# Puppy biting ankles and feet



## CaroleG (Aug 13, 2016)

Growing inpatient with the biting at my ankles and feet. I have tried offering toys, but he comes back to preferring my ankles. I have tried "No". I tried Bitter Apple with no result. I then put him in the play area, but feel it is not a good thing to have him confined all the time. Any suggestions would be appreciated.


----------



## Pucks104 (Aug 16, 2012)

To stop the biting behavior you will need a calm, firm, consistent strategy. The instant the puppy puts teeth on the ankle, say a firm anh, anh. If he stops even for a split second say "yes" to mark the moment and behavior you want. When he goes back at your ankle, calmly but immediately pick him up and put him in his expen or crate and ignore him for a couple of minutes. Then take him out to try again. Initially he will likely go for your ankle again. If so pick him up and place him back in the expen or crate for 2-3 more minutes. Repeat as much as necessary. 2-3 minutes confinement while you ignore him completely followed by another chance to play. Praise if he plays without nipping and praise if he starts to nip but corrects himself. If you and others in your household are VERY consistent your puppy will come to understand that teeth on human skin means the end of play and attention.


----------



## CaroleG (Aug 13, 2016)

Thank you for your response and sharing your experience and knowledge. Will go over this with my husband and start tomorrow.


----------



## ShamaMama (Jul 27, 2015)

I haven't had the self-discipline to entirely curb Shama of this habit. She stays away from my bare feet and legs in the summer, but once I start wearing pants again, especially those with a slight flair, she likes to clamp on. It's pretty cute . . . I should ask my dad if she went after his ankles when he was dogsitting recently. Making him lose his balance and fall would not be cute . . .


----------



## CaroleG (Aug 13, 2016)

How old is your pup/dog?


----------



## Pucks104 (Aug 16, 2012)

ShamaMama said:


> I haven't had the self-discipline to entirely curb Shama of this habit. She stays away from my bare feet and legs in the summer, but once I start wearing pants again, especially those with a slight flair, she likes to clamp on. It's pretty cute . . . I should ask my dad if she went after his ankles when he was dogsitting recently. Making him lose his balance and fall would not be cute . . .

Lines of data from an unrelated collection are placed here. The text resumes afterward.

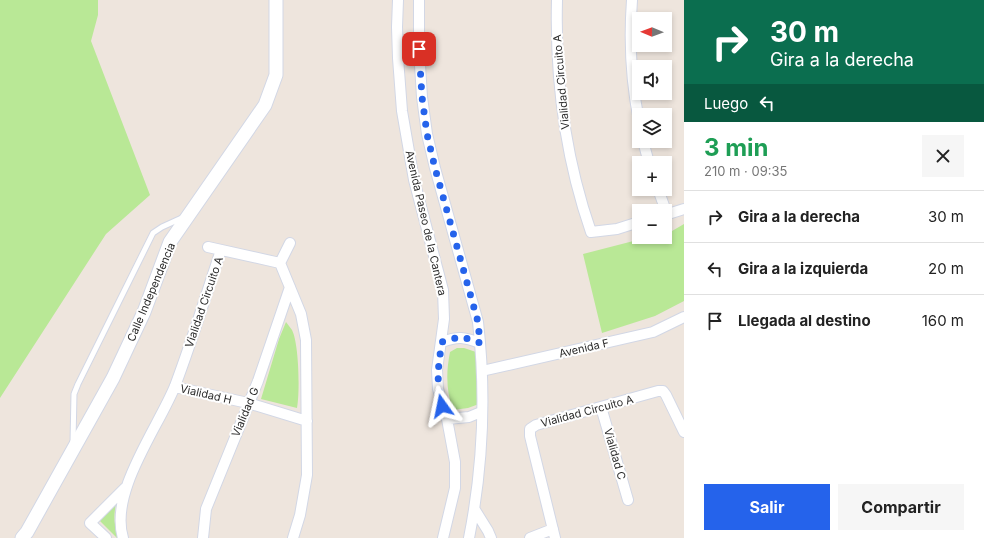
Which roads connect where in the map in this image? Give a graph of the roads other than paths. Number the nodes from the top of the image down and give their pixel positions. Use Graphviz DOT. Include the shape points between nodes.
graph roads {
  1 [pos="276,0"];
  2 [pos="398,0"];
  3 [pos="419,0"];
  4 [pos="557,0"];
  5 [pos="632,0"];
  6 [pos="636,108"];
  7 [pos="684,209"];
  8 [pos="672,213"];
  9 [pos="188,215"];
  10 [pos="632,224"];
  11 [pos="290,243"];
  12 [pos="208,247"];
  13 [pos="221,250"];
  14 [pos="280,263"];
  15 [pos="290,287"];
  16 [pos="684,317"];
  17 [pos="442,342"];
  18 [pos="480,343"];
  19 [pos="482,371"];
  20 [pos="175,386"];
  21 [pos="248,404"];
  22 [pos="601,407"];
  23 [pos="482,412"];
  24 [pos="447,419"];
  25 [pos="307,421"];
  26 [pos="684,432"];
  27 [pos="72,452"];
  28 [pos="126,486"];
  29 [pos="628,500"];
  30 [pos="475,510"];
  31 [pos="554,533"];
  32 [pos="22,538"];
  33 [pos="106,538"];
  34 [pos="123,538"];
  35 [pos="203,538"];
  36 [pos="292,538"];
  37 [pos="443,538"];
  38 [pos="469,538"];
  39 [pos="491,538"];
  40 [pos="530,538"];
  1 -- 9 [label="street, Calle Independencia" via="276,75 265,105"];
  2 -- 17 [label="street, Avenida Paseo de la Cantera" via="398,58 402,111 414,180 443,290"];
  3 -- 18 [label="street, Avenida Paseo de la Cantera" via="419,49 427,134 478,322"];
  4 -- 10 [label="street, Vialidad Circuito A" via="558,82 565,134 574,178 591,232"];
  5 -- 6 [label="street" via="631,63"];
  7 -- 8 [label="street"];
  9 -- 27 [label="street, Calle Independencia" via="170,242 144,312 113,378"];
  9 -- 27 [label="lane" via="153,234 78,384 74,394"];
  11 -- 14 [label="street"];
  12 -- 13 [label="street"];
  13 -- 14 [label="street, Vialidad Circuito A"];
  13 -- 20 [label="street, Vialidad Circuito A"];
  14 -- 15 [label="street"];
  15 -- 21 [label="street, Vialidad G"];
  15 -- 25 [label="street" via="301,314 306,340"];
  16 -- 19 [label="street, Avenida F" via="653,332"];
  17 -- 18 [label="street" via="464,338"];
  17 -- 24 [label="street, Avenida Paseo de la Cantera" via="437,370 438,389"];
  18 -- 19 [label="street, Avenida Paseo de la Cantera"];
  19 -- 23 [label="street, Avenida Paseo de la Cantera"];
  20 -- 21 [label="street, Vialidad H"];
  20 -- 28 [label="street, Vialidad Circuito A"];
  21 -- 25 [label="street, Vialidad H"];
  21 -- 35 [label="street, Vialidad G" via="206,509"];
  22 -- 26 [label="street, Vialidad Circuito A" via="663,391"];
  22 -- 29 [label="street, Vialidad C"];
  22 -- 31 [label="street, Vialidad Circuito A" via="536,425 530,429"];
  23 -- 24 [label="street" via="469,418"];
  23 -- 30 [label="street, Avenida Paseo de la Cantera"];
  24 -- 37 [label="street, Avenida Paseo de la Cantera" via="455,462 455,488"];
  25 -- 36 [label="street" via="307,475 300,515"];
  27 -- 32 [label="street, Calle Independencia"];
  28 -- 33 [label="street" via="90,523"];
  28 -- 34 [label="street, Vialidad Circuito A" via="121,507"];
  30 -- 38 [label="street, Avenida Paseo de la Cantera"];
  30 -- 39 [label="street"];
  31 -- 40 [label="street"];
}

I would encourage you to work toward eliminating this behavior. Shama will likely cause a fall whether it's your Dad's, yours or and unsuspecting visitor. She might also go for a child's ankle which could result in a injury and lawsuit. I know we think our little dogs and their quirky behaviors are adorable but others surely won't think so.


----------



## Teddy Bear (Apr 11, 2015)

Watch a video by Zack Georges on youtube!
He has lots of videos covering different topics including puppies that bite!

I followed his advise and got Teddy to stop biting within a few days!
His videos are really amazing and has helped me understand why Teddy does what he does and how to correct it.

Hope his videos help you as much as they've helped Teddy and I!


----------



## raminenisandeep (Aug 31, 2016)

*I have the same problem*

I have the same problem. Pretty much whenever I wear any loose pants, its a festival for him. It keeps on dragging it and in between, bites my ankle feet, whichever is in its way. Haha
I started seeing those videos and hope it gives some helpful ideas to stop this behavior.


----------



## Lalla (Jul 30, 2013)

You have had lots of good advice - just wanted to add an observation that was made to me years ago: just because a dog is small doesn't mean we should put up with behaviours that we wouldn't tolerate for a second in a large dog - if a German Shepherd went for your ankles you would rightly know that doing something about it was absolutely vital - the consequences of a bite from a large dog could be dire. Ditto with many other behaviours such as jumping up. We somehow let the littlies get away with !! But even if we ourselves don't mind too much it can be terribly dangerous if it happens to a small child, or an elderly person, or any stranger who doesn't much feel like being friendly about such advances and could easily pursue a complaint.


----------



## CaroleG (Aug 13, 2016)

I so agree. I do not think it is cute and now when it happens; where ever we were going to go together stops. I am trying a time out away from me then I start what we were going to do again. He does not do this with my husband, just me. Will let you know how this works.


----------



## krandall (Jun 11, 2009)

Lalla said:


> You have had lots of good advice - just wanted to add an observation that was made to me years ago: just because a dog is small doesn't mean we should put up with behaviours that we wouldn't tolerate for a second in a large dog - if a German Shepherd went for your ankles you would rightly know that doing something about it was absolutely vital - the consequences of a bite from a large dog could be dire. Ditto with many other behaviours such as jumping up. We somehow let the littlies get away with !! But even if we ourselves don't mind too much it can be terribly dangerous if it happens to a small child, or an elderly person, or any stranger who doesn't much feel like being friendly about such advances and could easily pursue a complaint.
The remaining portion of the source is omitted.